Jean-Louis Murat. -Bergheaud est un nom à coucher dehors. A l'école, mes profs l'écorchaient toujours. Je voulais adopter le pseudonyme d'Aymerigot Marchez, un brigand des hauts plateaux d'Auvergne qui me faisait rêver enfant. Quand j'ai téléphoné à ma maison de disques, ils m'ont pris pour un fou. J'appelais de Murat-Le-Quaire, alors j'ai dit Murat. Ils ont dit OK. C'est bien tombé. J'ai toujours aimé l'épopée napoléonienne, la chevalerie, la cavalerie surtout. J'ai l'impression d'avoir un subconscient du temps du cheval. Pour moi, un homme, ça va à cheval. Gamin, je montais à cru. Je suis dingue de chevaux. Coucher à l'écurie avec les chevaux ! Raphaël, on l'entend bien dans « Caravane », je devine aussi son côté migrant.
Raphaël. - Le cheval n'est pas mon univers. Mais j'aime la moto. Même si j'ai vendu la dernière, une vieille BM qui tombait tout le temps en panne.
Amour
Raphaël. - J'écris en pensant aux gens qui me sont proches. C'est une façon de parler avec pudeur à ceux ou à celle que j'aime.
J.-L. Murat. - L'amour, c'est la matière même de mes chansons. J'ai l'impression d'être le produit de la poésie occidentale qui plonge ses racines dans le chant amoureux. Depuis des siècles, des millions de vers et de mélodies ne véhiculent que la dimension amoureuse. Du Bellay, Marot, Villon, l'amour est au coeur de notre langue.
Raphaël. - Et toute la vie est rythmée par l'amour ou le désamour.
J.-L. Murat. -Dans le chariot de la chanson française, la place est toute chaude pour les histoires d'amour. On n'écrit une chanson que pour faire la révolution ou tomber une fille.
Langue française
Raphaël. - Je rêve en français. J'aurais aimé naître aux Etats-Unis, grandir à La Nouvelle-Orléans et avoir sa musique dans le sang. Jusqu'à 20 ans, j'ai essentiellement écouté des chanteurs anglo-saxons. C'est vrai que du Presley ou des airs de blues-rock peuvent sonner d'une façon stupide en français. Mais Barbara, Brel ou Piaf, c'est aussi beau que Bowie ou Neil Young. La musique est moins intuitive, moins violente, mais il existe une grâce assez rare dans la chanson française. Et l'espagnol, le portugais ou le mandingue n'ont pas à faire de complexes face à la suprématie anglo-saxonne.

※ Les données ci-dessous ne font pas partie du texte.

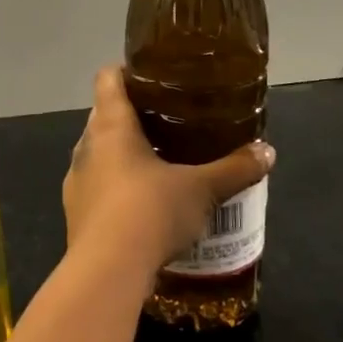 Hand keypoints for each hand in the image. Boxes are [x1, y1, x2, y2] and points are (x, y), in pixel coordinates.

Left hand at [63, 67, 273, 280]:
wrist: (107, 270)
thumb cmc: (150, 211)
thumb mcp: (201, 189)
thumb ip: (234, 168)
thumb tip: (267, 152)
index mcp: (111, 126)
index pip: (108, 78)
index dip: (127, 71)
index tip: (153, 77)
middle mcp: (86, 145)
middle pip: (104, 115)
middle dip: (133, 116)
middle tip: (169, 122)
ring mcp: (76, 179)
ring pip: (99, 153)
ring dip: (123, 154)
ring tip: (159, 163)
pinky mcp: (75, 212)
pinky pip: (97, 186)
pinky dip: (116, 187)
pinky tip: (142, 205) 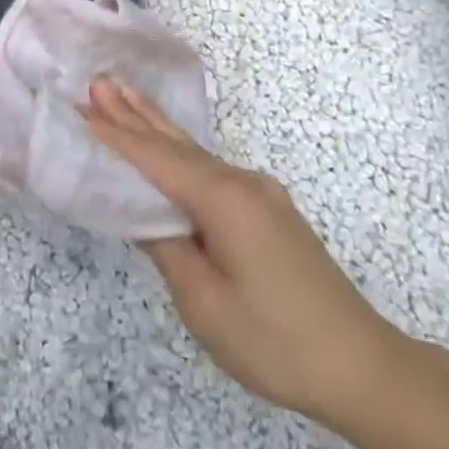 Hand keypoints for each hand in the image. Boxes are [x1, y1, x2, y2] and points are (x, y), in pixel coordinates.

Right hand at [82, 78, 402, 427]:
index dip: (117, 135)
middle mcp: (241, 182)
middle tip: (99, 81)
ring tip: (125, 95)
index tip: (82, 106)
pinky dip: (180, 153)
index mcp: (222, 199)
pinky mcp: (269, 210)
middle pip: (176, 142)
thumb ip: (167, 248)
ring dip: (156, 126)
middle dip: (134, 112)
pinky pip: (212, 171)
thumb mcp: (205, 303)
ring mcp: (260, 193)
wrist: (365, 366)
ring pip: (195, 153)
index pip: (156, 159)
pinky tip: (169, 147)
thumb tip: (145, 212)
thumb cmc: (277, 340)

J.-L. Murat. - En anglais, il y a une dimension, mettons entre Shakespeare et Howlin' Wolf, qui ouvre des profondeurs attirantes. En France, j'ai l'impression que les textes ne dépasseront jamais Baudelaire, et la musique, Debussy. La langue française sent un peu son jabot en dentelle. « Avec le temps » de Ferré par exemple, c'est toujours le XIXe siècle qui nous parle. Il faut avoir l'humilité de se dire que ce n'est pas la peine de faire du neuf. On recycle quelques déchets à sa façon, on fait les poubelles. Je ne suis qu'un éboueur, et mon palais est fait pour des expressions françaises.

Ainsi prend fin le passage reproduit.